– А вот их-то вы и боитесь, – подхватил Петр Петрович. – Не посмеете им отказать.
Иван Егорович оторопел и долго смотрел на Петра Петровича.
– С чего вы взяли, – наконец сказал он.
– Да уж знаю, знаю. Слыхал-с. Ваши неблаговидные прошлые поступки могут, скажем так, оказаться распубликованными.
– Не было таких поступков. Это сплетни.
– Вы же пребывали в нашей партии. А теперь вы где? Вы – отступник, предатель. Кто вас уговорил?
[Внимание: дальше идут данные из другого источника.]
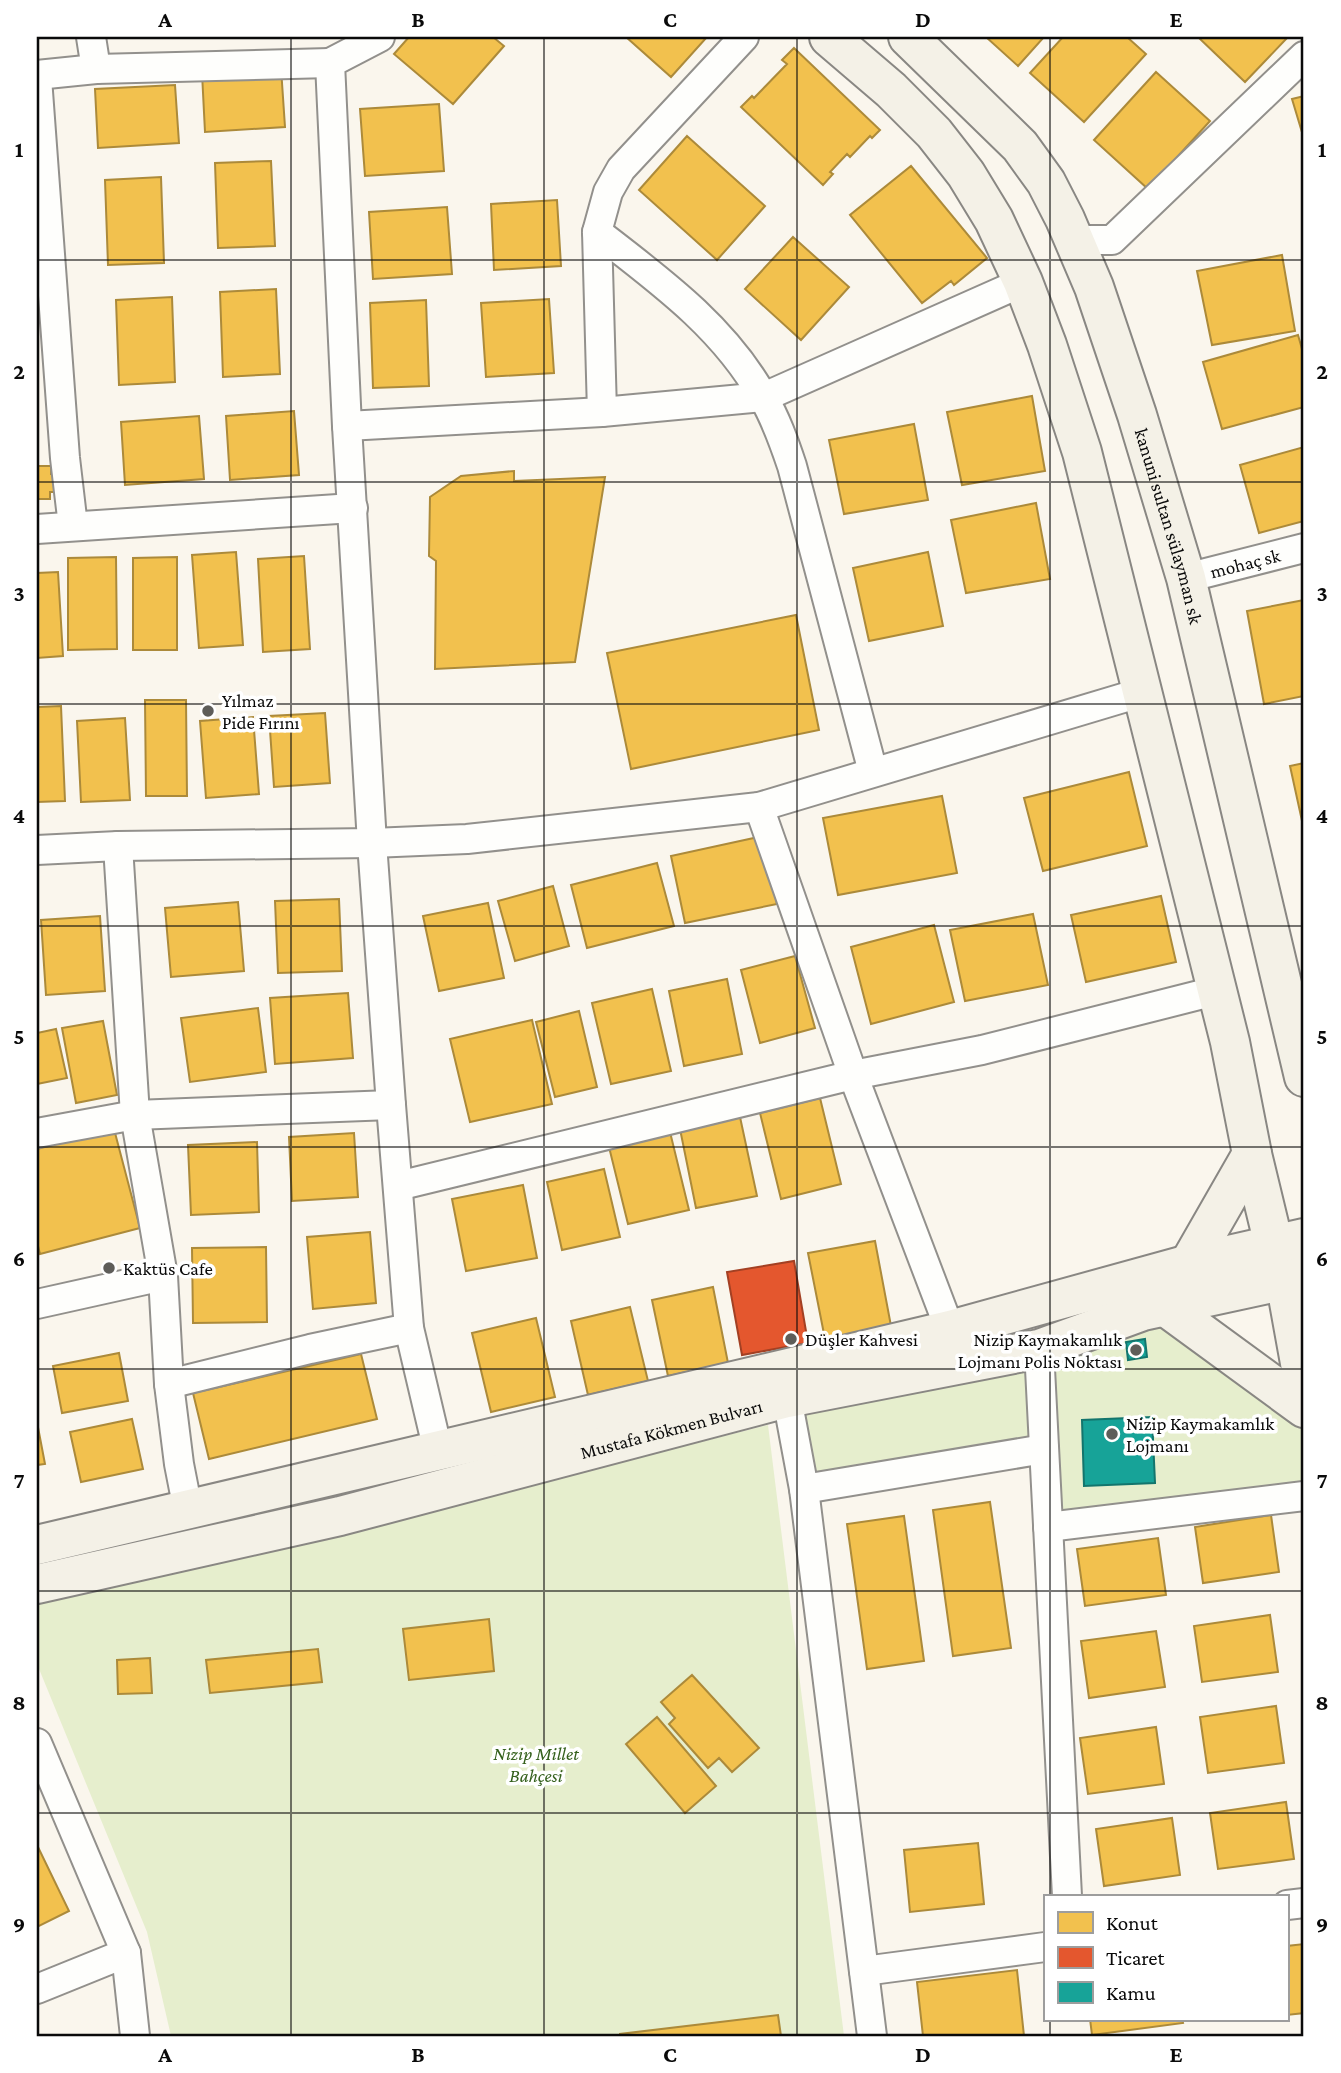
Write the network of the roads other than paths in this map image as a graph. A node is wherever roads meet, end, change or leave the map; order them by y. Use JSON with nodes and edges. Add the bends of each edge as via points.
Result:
{"nodes":[{"id":1,"x":91,"y":37,"type":"edge"},
{"id":2,"x":380,"y":37,"type":"edge"},
{"id":3,"x":744,"y":37,"type":"edge"},
{"id":4,"x":829,"y":37,"type":"edge"},
{"id":5,"x":908,"y":37,"type":"edge"},
{"id":6,"x":1304,"y":56,"type":"edge"},
{"id":7,"x":330,"y":63,"type":"junction"},
{"id":8,"x":96,"y":69,"type":"junction"},
{"id":9,"x":37,"y":76,"type":"edge"},
{"id":10,"x":597,"y":232,"type":"junction"},
{"id":11,"x":1073,"y":240,"type":"junction"},
{"id":12,"x":1023,"y":282,"type":"junction"},
{"id":13,"x":764,"y":397,"type":"junction"},
{"id":14,"x":602,"y":412,"type":"junction"},
{"id":15,"x":347,"y":426,"type":"junction"},
{"id":16,"x":353,"y":508,"type":"junction"},
{"id":17,"x":73,"y":526,"type":"junction"},
{"id":18,"x":37,"y":529,"type":"edge"},
{"id":19,"x":1304,"y":548,"type":"edge"},
{"id":20,"x":1186,"y":578,"type":"junction"},
{"id":21,"x":1143,"y":692,"type":"junction"},
{"id":22,"x":873,"y":772,"type":"junction"},
{"id":23,"x":759,"y":807,"type":"junction"},
{"id":24,"x":372,"y":843,"type":"junction"},
{"id":25,"x":118,"y":846,"type":"junction"},
{"id":26,"x":37,"y":850,"type":"edge"},
{"id":27,"x":1216,"y":991,"type":"junction"},
{"id":28,"x":853,"y":1075,"type":"junction"},
{"id":29,"x":1304,"y":1077,"type":"edge"},
{"id":30,"x":391,"y":1105,"type":"junction"},
{"id":31,"x":135,"y":1115,"type":"junction"},
{"id":32,"x":37,"y":1133,"type":"edge"},
{"id":33,"x":1252,"y":1154,"type":"junction"},
{"id":34,"x":398,"y":1186,"type":"junction"},
{"id":35,"x":1289,"y":1241,"type":"edge"},
{"id":36,"x":1189,"y":1264,"type":"junction"},
{"id":37,"x":163,"y":1276,"type":"junction"},
{"id":38,"x":1295,"y":1278,"type":"edge"},
{"id":39,"x":37,"y":1304,"type":"edge"},
{"id":40,"x":1166,"y":1307,"type":"junction"},
{"id":41,"x":409,"y":1328,"type":"junction"},
{"id":42,"x":950,"y":1331,"type":"junction"},
{"id":43,"x":1039,"y":1349,"type":"junction"},
{"id":44,"x":169,"y":1384,"type":"junction"},
{"id":45,"x":1304,"y":1385,"type":"edge"},
{"id":46,"x":787,"y":1398,"type":"junction"},
{"id":47,"x":1304,"y":1408,"type":"edge"},
{"id":48,"x":1044,"y":1449,"type":"junction"},
{"id":49,"x":438,"y":1451,"type":"junction"},
{"id":50,"x":804,"y":1489,"type":"junction"},
{"id":51,"x":1304,"y":1496,"type":"edge"},
{"id":52,"x":188,"y":1510,"type":"junction"},
{"id":53,"x":1048,"y":1527,"type":"junction"},
{"id":54,"x":37,"y":1545,"type":"edge"},
{"id":55,"x":37,"y":1584,"type":"edge"},
{"id":56,"x":37,"y":1743,"type":"edge"},
{"id":57,"x":1067,"y":1895,"type":"edge"},
{"id":58,"x":1044,"y":1947,"type":"edge"},
{"id":59,"x":125,"y":1953,"type":"junction"},
{"id":60,"x":864,"y":1972,"type":"junction"},
{"id":61,"x":37,"y":1989,"type":"edge"},
{"id":62,"x":135,"y":2036,"type":"edge"},
{"id":63,"x":872,"y":2036,"type":"edge"}],
"edges":[{"from":1,"to":8,"type":"street"},
{"from":2,"to":7,"type":"street"},
{"from":3,"to":10,"type":"street","via":[[621,169],[608,192]]},
{"from":4,"to":12,"type":"main road","via":[[934,133],[994,220]]},
{"from":5,"to":11,"type":"main road","name":"kanuni sultan sülayman sk","via":[[1020,146],[1046,182]]},
{"from":6,"to":11,"type":"street","via":[[1112,240]]},
{"from":7,"to":8,"type":"street"},
{"from":7,"to":15,"type":"street"},
{"from":8,"to":9,"type":"street"},
{"from":9,"to":17,"type":"street"},
{"from":10,"to":13,"type":"street","via":[[673,291],[709,326]]},
{"from":10,"to":14,"type":"street"},
{"from":11,"to":20,"type":"main road","name":"kanuni sultan sülayman sk","via":[[1133,402]]},
{"from":12,"to":13,"type":"street"},
{"from":12,"to":21,"type":"main road","via":[[1082,452]]},
{"from":13,"to":14,"type":"street"},
{"from":13,"to":22,"type":"street","via":[[792,466]]},
{"from":14,"to":15,"type":"street"},
{"from":15,"to":16,"type":"street"},
{"from":16,"to":17,"type":"street"},
{"from":16,"to":24,"type":"street"},
{"from":17,"to":18,"type":"street"},
{"from":19,"to":20,"type":"street","name":"mohaç sk"},
{"from":20,"to":29,"type":"main road","name":"kanuni sultan sülayman sk"},
{"from":21,"to":22,"type":"street"},
{"from":21,"to":27,"type":"main road"},
{"from":22,"to":23,"type":"street"},
{"from":23,"to":24,"type":"street","via":[[467,839]]},
{"from":23,"to":28,"type":"street"},
{"from":24,"to":25,"type":"street"},
{"from":24,"to":30,"type":"street"},
{"from":25,"to":26,"type":"street"},
{"from":25,"to":31,"type":"street"},
{"from":27,"to":28,"type":"street","via":[[982,1050]]},
{"from":27,"to":33,"type":"main road"},
{"from":28,"to":34,"type":"street"},
{"from":28,"to":42,"type":"street"},
{"from":30,"to":31,"type":"street"},
{"from":30,"to":34,"type":"street"},
{"from":31,"to":32,"type":"street"},
{"from":31,"to":37,"type":"street"},
{"from":33,"to":35,"type":"main road"},
{"from":33,"to":36,"type":"main road"},
{"from":34,"to":41,"type":"street"},
{"from":35,"to":36,"type":"main road","name":"Mustafa Kökmen Bulvarı"},
{"from":35,"to":38,"type":"main road"},
{"from":36,"to":42,"type":"main road","name":"Mustafa Kökmen Bulvarı"},
{"from":37,"to":39,"type":"street"},
{"from":37,"to":44,"type":"street"},
{"from":38,"to":40,"type":"main road","name":"Mustafa Kökmen Bulvarı"},
{"from":38,"to":45,"type":"main road"},
{"from":40,"to":43,"type":"main road","name":"Mustafa Kökmen Bulvarı"},
{"from":40,"to":47,"type":"main road"},
{"from":41,"to":44,"type":"street"},
{"from":41,"to":49,"type":"street"},
{"from":42,"to":49,"type":"main road","name":"Mustafa Kökmen Bulvarı"},
{"from":43,"to":46,"type":"main road","name":"Mustafa Kökmen Bulvarı"},
{"from":43,"to":48,"type":"street"},
{"from":44,"to":52,"type":"street"},
{"from":46,"to":50,"type":"street"},
{"from":46,"to":55,"type":"main road","name":"Mustafa Kökmen Bulvarı","via":[[340,1516]]},
{"from":48,"to":50,"type":"street"},
{"from":48,"to":53,"type":"street"},
{"from":49,"to":52,"type":"main road","name":"Mustafa Kökmen Bulvarı"},
{"from":50,"to":60,"type":"street"},
{"from":51,"to":53,"type":"street"},
{"from":52,"to":54,"type":"main road","name":"Mustafa Kökmen Bulvarı"},
{"from":53,"to":57,"type":"street"},
{"from":56,"to":59,"type":"street"},
{"from":58,"to":60,"type":"street"},
{"from":59,"to":61,"type":"street"},
{"from":59,"to":62,"type":"street"},
{"from":60,"to":63,"type":"street"}]}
Кому выгодно, чтобы вы, человек известный, отреклись от идеалов?
– Да, я не хочу убийств! Но цели партии я разделяю! Пишу для партии. Публично не отрекался. И никого не предавал!
– Никого лично, возможно. Вы предали дело.
– Вы наглец! Если бы предал, так вас здесь и близко не было бы!
– Это вы грехи замаливаете, откупаетесь. Пока придется вам потерпеть. Хоть вы меня не любите.
Петр Петрович встал и направился к выходу.
– Вам еще и любовь подавай! – выкрикнул Иван Егорович ему в спину.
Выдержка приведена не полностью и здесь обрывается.